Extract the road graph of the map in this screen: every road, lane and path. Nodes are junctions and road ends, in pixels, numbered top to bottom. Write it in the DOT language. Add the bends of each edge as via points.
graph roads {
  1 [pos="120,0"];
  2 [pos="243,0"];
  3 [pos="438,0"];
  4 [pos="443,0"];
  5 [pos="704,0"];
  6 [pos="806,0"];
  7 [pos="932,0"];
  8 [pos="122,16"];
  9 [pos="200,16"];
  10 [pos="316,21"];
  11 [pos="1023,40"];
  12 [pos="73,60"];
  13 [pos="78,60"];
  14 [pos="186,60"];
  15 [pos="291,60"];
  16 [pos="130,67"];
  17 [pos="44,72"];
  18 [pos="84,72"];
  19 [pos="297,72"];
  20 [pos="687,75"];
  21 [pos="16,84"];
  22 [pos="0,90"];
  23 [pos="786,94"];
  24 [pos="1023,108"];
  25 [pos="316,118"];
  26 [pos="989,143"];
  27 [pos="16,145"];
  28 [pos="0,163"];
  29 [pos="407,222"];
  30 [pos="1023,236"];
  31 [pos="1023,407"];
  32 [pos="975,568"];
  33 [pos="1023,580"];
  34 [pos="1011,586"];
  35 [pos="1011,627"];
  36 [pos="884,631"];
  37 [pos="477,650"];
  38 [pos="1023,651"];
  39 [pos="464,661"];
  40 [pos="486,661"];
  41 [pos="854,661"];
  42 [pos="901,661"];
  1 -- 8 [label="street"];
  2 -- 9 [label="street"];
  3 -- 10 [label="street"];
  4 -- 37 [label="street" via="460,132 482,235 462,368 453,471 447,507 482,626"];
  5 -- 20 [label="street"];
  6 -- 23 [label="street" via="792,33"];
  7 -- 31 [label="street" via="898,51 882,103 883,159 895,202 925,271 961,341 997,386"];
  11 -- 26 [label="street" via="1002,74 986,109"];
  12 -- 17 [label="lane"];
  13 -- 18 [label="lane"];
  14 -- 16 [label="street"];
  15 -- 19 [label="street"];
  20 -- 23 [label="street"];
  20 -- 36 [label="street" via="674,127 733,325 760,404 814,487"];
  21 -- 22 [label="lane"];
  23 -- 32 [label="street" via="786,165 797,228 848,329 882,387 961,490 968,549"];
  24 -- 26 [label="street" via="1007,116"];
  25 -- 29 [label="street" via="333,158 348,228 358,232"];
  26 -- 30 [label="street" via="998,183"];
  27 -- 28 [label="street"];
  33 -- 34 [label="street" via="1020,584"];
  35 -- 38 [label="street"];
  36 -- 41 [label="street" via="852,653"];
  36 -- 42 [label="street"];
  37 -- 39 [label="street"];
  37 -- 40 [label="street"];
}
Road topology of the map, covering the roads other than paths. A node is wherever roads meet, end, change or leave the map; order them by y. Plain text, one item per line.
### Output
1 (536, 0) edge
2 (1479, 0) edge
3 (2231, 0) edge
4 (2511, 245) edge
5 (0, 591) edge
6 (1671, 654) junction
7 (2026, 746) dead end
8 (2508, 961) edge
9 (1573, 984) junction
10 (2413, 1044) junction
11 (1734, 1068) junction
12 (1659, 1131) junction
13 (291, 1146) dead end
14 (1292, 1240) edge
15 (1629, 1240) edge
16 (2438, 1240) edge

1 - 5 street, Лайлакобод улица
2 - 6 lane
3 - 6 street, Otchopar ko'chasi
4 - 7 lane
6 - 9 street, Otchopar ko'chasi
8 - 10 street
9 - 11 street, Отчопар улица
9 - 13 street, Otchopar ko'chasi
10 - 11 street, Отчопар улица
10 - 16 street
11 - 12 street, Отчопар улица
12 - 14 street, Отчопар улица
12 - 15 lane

Problem statement: Please return every line of the listing exactly.

Written solution:
Extract the road graph of the map in this screen: every road, lane and path. Nodes are junctions and road ends, in pixels, numbered top to bottom. Write it in the DOT language. Add the bends of each edge as via points.
graph roads {
  1 [pos="120,0"];
  2 [pos="243,0"];
  3 [pos="438,0"];
  4 [pos="443,0"];
  5 [pos="704,0"];
  6 [pos="806,0"];
  7 [pos="932,0"];
  8 [pos="122,16"];
  9 [pos="200,16"];
  10 [pos="316,21"];
  11 [pos="1023,40"];
  12 [pos="73,60"];
  13 [pos="78,60"];
  14 [pos="186,60"];
  15 [pos="291,60"];
  16 [pos="130,67"];
  17 [pos="44,72"];
  18 [pos="84,72"];
  19 [pos="297,72"];
  20 [pos="687,75"];
  21 [pos="16,84"];
  22 [pos="0,90"];
  23 [pos="786,94"];
  24 [pos="1023,108"];
  25 [pos="316,118"];
  26 [pos="989,143"];
  27 [pos="16,145"];
  28 [pos="0,163"];
  29 [pos="407,222"];
  30 [pos="1023,236"];
  31 [pos="1023,407"];
  32 [pos="975,568"];
  33 [pos="1023,580"];
  34 [pos="1011,586"];
  35 [pos="1011,627"];
  36 [pos="884,631"];
  37 [pos="477,650"];
  38 [pos="1023,651"];
  39 [pos="464,661"];
  40 [pos="486,661"];
  41 [pos="854,661"];
  42 [pos="901,661"];
  1 -- 8 [label="street"];
  2 -- 9 [label="street"];
  3 -- 10 [label="street"];
  4 -- 37 [label="street" via="460,132 482,235 462,368 453,471 447,507 482,626"];
  5 -- 20 [label="street"];
  6 -- 23 [label="street" via="792,33"];
  7 -- 31 [label="street" via="898,51 882,103 883,159 895,202 925,271 961,341 997,386"];
  11 -- 26 [label="street" via="1002,74 986,109"];
  12 -- 17 [label="lane"];
  13 -- 18 [label="lane"];
  14 -- 16 [label="street"];
  15 -- 19 [label="street"];
  20 -- 23 [label="street"];
  20 -- 36 [label="street" via="674,127 733,325 760,404 814,487"];
  21 -- 22 [label="lane"];
  23 -- 32 [label="street" via="786,165 797,228 848,329 882,387 961,490 968,549"];
  24 -- 26 [label="street" via="1007,116"];
  25 -- 29 [label="street" via="333,158 348,228 358,232"];
  26 -- 30 [label="street" via="998,183"];
  27 -- 28 [label="street"];
  33 -- 34 [label="street" via="1020,584"];
  35 -- 38 [label="street"];
  36 -- 41 [label="street" via="852,653"];
  36 -- 42 [label="street"];
  37 -- 39 [label="street"];
  37 -- 40 [label="street"];
}
Road topology of the map, covering the roads other than paths. A node is wherever roads meet, end, change or leave the map; order them by y. Plain text, one item per line.
### Output
1 (536, 0) edge
2 (1479, 0) edge
3 (2231, 0) edge
4 (2511, 245) edge
5 (0, 591) edge
6 (1671, 654) junction
7 (2026, 746) dead end
8 (2508, 961) edge
9 (1573, 984) junction
10 (2413, 1044) junction
11 (1734, 1068) junction
12 (1659, 1131) junction
13 (291, 1146) dead end
14 (1292, 1240) edge
15 (1629, 1240) edge
16 (2438, 1240) edge

1 - 5 street, Лайлакобод улица
2 - 6 lane
3 - 6 street, Otchopar ko'chasi
4 - 7 lane
6 - 9 street, Otchopar ko'chasi
8 - 10 street
9 - 11 street, Отчопар улица
9 - 13 street, Otchopar ko'chasi
10 - 11 street, Отчопар улица
10 - 16 street
11 - 12 street, Отчопар улица
12 - 14 street, Отчопар улица
12 - 15 lane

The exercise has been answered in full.